Organizamos os conteúdos (teóricos e práticos) em “pacotes” assimiláveis. Para nós, pela experiência dos anos anteriores, não era realista, por exemplo, incluir exercícios auxiliares no mesmo dia em que fazíamos a oficina inicial dos levantamentos (a “introdução”). O “corpo a corpo” dos alunos com a nova maneira de executar o agachamento, o supino e o levantamento terra (perdão, mas não tem como fugir deste termo que eu evito, mas a palavra é a maneira certa), tomava tanto tempo e energia que seria improdutivo colocar mais conteúdo neste dia.

Criamos, então, os diversos níveis:

Nível 1, para a introdução aos três levantamentos. Nele apresentamos conceitos fundamentais sobre força e movimento e uma grande oficina prático teórica com os levantamentos.

Nível 2, para um aprofundamento quanto aos aspectos cinesiológicos destes levantamentos.
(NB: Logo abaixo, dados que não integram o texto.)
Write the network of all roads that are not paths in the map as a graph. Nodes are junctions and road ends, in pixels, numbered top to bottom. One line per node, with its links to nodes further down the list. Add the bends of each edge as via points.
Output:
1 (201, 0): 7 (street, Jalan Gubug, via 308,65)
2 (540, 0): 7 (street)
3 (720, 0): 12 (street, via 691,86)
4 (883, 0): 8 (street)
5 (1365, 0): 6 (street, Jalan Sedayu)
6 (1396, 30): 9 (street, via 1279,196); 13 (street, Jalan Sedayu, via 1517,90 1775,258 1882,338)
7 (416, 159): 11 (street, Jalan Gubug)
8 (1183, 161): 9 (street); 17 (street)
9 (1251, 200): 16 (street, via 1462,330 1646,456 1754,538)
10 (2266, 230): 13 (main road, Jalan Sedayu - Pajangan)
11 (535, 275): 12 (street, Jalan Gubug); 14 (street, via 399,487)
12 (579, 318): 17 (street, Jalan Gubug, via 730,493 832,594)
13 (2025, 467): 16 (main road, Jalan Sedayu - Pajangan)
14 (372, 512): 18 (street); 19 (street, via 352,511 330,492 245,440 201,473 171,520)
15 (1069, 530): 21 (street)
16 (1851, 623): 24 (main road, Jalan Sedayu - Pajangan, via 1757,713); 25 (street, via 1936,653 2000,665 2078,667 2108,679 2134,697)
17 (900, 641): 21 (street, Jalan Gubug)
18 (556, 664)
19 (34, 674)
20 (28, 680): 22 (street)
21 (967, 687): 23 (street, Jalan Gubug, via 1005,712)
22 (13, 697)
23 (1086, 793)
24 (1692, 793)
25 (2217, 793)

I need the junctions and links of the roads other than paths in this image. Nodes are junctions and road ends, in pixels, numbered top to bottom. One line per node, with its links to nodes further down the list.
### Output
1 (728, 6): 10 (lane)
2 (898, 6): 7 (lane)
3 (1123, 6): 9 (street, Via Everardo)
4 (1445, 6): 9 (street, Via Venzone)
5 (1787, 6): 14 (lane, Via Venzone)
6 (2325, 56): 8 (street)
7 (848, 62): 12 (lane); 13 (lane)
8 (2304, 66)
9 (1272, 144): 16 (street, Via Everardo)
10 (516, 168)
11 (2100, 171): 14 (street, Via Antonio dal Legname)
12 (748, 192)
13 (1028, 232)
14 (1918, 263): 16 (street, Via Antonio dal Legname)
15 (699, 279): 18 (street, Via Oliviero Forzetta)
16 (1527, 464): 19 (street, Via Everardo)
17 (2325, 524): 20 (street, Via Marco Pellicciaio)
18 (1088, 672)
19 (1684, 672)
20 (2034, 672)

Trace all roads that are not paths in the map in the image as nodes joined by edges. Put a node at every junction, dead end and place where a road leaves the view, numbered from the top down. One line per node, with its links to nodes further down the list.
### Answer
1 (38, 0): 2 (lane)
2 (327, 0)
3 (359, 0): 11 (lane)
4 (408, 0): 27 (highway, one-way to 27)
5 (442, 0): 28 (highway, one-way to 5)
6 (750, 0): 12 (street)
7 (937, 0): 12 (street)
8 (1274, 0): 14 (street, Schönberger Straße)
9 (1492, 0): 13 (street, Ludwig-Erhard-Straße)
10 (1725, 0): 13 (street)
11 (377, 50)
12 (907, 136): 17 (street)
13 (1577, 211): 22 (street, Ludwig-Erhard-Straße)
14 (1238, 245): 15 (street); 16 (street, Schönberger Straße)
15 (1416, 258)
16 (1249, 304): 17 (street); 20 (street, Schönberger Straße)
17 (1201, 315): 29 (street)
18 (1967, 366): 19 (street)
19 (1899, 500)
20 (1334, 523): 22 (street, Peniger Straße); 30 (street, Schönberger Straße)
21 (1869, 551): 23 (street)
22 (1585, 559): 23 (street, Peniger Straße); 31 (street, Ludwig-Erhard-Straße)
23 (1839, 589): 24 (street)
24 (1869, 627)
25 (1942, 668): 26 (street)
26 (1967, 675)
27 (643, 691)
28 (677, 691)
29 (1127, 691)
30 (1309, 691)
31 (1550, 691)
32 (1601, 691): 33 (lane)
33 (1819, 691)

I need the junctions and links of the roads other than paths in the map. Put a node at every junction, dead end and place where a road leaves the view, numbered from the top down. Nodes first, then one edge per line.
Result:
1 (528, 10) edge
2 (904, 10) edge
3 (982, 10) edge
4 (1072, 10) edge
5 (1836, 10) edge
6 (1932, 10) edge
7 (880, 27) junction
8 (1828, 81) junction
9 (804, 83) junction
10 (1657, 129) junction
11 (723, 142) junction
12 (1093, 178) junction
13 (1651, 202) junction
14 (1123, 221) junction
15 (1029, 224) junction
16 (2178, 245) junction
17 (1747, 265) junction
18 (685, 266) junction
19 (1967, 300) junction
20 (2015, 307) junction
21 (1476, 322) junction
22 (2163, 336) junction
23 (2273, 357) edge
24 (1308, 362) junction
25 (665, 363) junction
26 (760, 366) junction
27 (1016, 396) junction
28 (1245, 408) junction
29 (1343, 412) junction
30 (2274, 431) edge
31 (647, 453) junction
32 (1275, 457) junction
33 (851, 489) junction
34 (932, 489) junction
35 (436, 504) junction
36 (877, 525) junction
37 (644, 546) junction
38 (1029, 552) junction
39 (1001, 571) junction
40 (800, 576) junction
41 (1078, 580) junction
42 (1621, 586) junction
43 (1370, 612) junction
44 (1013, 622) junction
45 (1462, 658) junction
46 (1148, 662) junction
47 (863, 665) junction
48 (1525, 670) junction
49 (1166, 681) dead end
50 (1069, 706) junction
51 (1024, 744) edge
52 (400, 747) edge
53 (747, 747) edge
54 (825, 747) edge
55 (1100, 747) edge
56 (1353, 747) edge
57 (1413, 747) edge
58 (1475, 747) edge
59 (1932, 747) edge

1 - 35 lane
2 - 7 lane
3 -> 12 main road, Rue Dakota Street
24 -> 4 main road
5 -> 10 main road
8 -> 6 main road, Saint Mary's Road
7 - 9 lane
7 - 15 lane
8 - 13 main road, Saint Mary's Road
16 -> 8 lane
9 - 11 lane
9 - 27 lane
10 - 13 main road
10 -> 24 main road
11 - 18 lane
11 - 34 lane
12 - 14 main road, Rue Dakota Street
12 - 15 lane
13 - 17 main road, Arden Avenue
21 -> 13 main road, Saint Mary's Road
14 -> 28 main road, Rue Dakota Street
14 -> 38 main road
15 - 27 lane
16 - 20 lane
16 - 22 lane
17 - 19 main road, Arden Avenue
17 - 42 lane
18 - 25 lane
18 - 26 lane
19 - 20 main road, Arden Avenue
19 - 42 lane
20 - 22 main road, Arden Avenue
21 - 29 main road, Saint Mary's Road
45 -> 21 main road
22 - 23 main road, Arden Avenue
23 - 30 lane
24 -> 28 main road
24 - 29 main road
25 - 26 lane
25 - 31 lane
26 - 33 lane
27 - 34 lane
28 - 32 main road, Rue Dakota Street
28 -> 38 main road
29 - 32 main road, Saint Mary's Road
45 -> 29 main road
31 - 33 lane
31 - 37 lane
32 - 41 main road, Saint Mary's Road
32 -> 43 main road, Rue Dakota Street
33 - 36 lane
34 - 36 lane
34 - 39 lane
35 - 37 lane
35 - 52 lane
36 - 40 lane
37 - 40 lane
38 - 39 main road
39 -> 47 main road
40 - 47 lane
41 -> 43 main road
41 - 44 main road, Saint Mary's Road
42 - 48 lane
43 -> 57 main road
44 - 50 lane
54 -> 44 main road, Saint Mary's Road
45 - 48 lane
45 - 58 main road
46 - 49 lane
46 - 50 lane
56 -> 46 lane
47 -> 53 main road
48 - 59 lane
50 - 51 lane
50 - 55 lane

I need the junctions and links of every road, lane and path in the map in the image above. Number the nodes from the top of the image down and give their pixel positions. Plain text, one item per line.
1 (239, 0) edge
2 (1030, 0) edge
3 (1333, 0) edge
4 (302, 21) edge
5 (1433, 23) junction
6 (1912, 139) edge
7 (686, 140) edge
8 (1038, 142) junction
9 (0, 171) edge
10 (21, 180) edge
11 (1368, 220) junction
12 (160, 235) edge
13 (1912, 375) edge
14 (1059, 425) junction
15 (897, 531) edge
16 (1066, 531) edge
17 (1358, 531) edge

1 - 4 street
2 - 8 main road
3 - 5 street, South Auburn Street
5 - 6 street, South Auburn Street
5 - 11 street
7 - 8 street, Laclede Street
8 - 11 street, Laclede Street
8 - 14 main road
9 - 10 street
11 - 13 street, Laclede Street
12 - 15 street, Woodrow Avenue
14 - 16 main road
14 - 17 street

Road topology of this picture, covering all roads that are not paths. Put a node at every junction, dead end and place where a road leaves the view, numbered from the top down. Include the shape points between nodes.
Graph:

Neste nível, já podemos discutir as fases de cada levantamento e explorar cada uma delas nas oficinas.

Nível 3, para os auxiliares: um curso apenas para os exercícios com barras e anilhas e outro com os equipamentos adicionais, como correntes, elásticos e boards.

Nível 4, para o planejamento do treino, incluindo a periodização e a composição de rotinas.

Apareceram demandas adicionais, como cursos para outros exercícios com barras e anilhas e aplicações dos levantamentos na preparação esportiva para lutas.

Estamos aprendendo no processo. A cada novo curso, uma nova experiência, novas idéias e aprimoramento do nosso modelo.